La question du virtuel titille une partie de l’avant-garde du spectacle vivant depuis une vingtaine d’années, avec des résultats scéniques plus ou moins heureux (voir notre tribune p. 10). Jisun Kim explore la question de la violence et de la mort au travers de deux jeux vidéo emblématiques, multijoueurs et basés sur des mondes persistants : « Grand Theft Auto » et « Minecraft ».
Tout commence par un dialogue socratique entre un avatar lambda et l’artiste elle-même, incarnés par des Télétubbies sous fond de pixels ultra kitch déclinés sur trois écrans géants. C’est le point de départ d’improbables in game interviews avec des joueurs qu’on imagine être d’indécrottables hikikomori.

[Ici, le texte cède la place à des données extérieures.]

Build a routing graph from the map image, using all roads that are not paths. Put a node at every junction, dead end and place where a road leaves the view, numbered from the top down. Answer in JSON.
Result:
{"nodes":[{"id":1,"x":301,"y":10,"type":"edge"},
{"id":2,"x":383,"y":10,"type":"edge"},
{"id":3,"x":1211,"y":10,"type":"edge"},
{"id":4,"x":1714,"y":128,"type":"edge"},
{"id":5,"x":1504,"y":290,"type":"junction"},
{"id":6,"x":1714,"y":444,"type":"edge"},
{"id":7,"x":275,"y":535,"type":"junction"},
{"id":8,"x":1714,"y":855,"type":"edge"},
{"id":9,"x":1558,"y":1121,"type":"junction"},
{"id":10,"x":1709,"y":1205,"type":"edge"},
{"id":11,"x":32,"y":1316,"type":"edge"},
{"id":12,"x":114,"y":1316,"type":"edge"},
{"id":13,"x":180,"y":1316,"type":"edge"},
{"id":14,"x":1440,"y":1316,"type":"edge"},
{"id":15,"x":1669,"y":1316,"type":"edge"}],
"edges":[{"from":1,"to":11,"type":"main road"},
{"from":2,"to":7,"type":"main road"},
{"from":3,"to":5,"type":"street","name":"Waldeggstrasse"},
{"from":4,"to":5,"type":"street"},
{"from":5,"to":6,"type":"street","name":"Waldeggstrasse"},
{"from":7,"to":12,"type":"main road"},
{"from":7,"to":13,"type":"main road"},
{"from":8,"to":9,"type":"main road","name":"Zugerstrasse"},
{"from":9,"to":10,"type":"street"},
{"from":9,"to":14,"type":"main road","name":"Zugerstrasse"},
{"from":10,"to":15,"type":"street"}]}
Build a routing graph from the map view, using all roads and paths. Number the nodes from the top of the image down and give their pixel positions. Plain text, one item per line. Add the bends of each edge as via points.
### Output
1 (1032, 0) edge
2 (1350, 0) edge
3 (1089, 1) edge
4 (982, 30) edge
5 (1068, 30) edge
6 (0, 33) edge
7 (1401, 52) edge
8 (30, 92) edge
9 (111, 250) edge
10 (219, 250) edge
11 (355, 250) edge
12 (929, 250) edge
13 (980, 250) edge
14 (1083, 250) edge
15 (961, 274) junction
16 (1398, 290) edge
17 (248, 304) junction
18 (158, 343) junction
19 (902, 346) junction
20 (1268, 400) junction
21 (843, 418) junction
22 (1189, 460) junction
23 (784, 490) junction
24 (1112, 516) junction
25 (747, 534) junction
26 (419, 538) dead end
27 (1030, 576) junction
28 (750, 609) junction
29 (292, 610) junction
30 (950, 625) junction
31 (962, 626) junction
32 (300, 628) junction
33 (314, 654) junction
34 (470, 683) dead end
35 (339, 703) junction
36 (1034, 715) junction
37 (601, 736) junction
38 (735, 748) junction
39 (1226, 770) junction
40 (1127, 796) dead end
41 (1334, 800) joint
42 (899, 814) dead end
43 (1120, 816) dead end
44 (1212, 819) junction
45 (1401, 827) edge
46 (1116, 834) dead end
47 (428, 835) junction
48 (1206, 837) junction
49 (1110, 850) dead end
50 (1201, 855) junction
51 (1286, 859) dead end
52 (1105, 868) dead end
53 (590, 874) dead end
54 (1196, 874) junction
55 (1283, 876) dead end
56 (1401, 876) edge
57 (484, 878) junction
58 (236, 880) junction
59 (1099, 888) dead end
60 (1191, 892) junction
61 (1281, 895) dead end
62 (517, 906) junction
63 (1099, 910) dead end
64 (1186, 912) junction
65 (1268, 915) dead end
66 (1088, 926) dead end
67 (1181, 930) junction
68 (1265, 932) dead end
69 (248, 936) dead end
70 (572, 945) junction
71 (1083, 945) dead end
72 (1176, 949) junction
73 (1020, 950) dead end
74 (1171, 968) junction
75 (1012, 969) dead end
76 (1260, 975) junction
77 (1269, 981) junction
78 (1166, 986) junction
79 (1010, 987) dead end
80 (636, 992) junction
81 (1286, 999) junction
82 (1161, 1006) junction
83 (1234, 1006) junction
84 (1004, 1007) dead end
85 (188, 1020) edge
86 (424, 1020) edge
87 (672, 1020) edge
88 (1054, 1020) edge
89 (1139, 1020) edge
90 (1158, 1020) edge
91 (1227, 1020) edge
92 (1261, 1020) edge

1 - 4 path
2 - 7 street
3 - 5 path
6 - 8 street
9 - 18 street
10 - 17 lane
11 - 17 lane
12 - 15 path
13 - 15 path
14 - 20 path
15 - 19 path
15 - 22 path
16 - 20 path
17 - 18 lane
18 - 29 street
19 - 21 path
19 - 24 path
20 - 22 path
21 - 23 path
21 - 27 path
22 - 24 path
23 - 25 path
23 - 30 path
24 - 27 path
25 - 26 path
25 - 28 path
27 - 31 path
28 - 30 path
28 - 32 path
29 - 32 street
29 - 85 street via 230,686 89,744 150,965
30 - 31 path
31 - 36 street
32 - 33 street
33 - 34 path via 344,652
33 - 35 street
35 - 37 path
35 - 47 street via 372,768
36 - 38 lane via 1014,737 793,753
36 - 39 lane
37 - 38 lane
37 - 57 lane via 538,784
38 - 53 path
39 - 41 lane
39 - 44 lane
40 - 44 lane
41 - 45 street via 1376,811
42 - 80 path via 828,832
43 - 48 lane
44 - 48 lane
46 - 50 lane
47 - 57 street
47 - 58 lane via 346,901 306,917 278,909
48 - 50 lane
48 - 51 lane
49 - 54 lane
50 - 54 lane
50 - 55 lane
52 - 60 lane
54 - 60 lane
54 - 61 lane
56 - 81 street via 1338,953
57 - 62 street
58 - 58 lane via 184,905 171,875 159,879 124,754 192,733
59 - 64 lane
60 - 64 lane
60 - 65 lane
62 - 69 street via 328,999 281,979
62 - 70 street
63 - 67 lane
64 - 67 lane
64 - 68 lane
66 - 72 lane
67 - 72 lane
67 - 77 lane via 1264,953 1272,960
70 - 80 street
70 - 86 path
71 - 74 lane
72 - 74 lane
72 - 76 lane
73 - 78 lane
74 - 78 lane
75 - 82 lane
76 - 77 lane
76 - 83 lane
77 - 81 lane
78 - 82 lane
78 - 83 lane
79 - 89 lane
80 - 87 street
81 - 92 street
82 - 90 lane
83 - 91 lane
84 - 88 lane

Violentes et drôles, les séquences agrégées par la Sud-Coréenne parlent d’alcoolisme et de suicide virtuel, de règlements de compte au bazooka aussi bien que d’une marche interminable, où le temps réel se confond avec le temps virtuel, pour atteindre les confins d’un jeu.
C’est qu’on est au cœur d’une révolution ontologique : exit Aristote, la forme et la matière, au profit d’une identité-esprit, d’un cogito numérique qui semble être l’étape d’un long processus de dématérialisation de l’humanité. Car derrière l’illusion digitale, les enjeux sont énormes, ceux de la redéfinition de tous les repères identitaires et des possibilités du vivre-ensemble. La résolution nouvelle de la puissance et de l’impuissance.
La performance vidéo de Jisun Kim parvient à rendre ces enjeux spectaculaires, bien que désincarnés. Ils sont portés par un discours cohérent, complexe, et certainement un peu hermétique pour ceux qui observent les mondes virtuels avec l’effarement du néophyte. Mais il est nécessaire que le théâtre s’en empare et fasse résonner nos doutes : que reste-t-il, dans ce long cheminement du moi virtuel, que le langage et sa représentation ? Il est certain que, dans ces univers numériques, Je est un autre.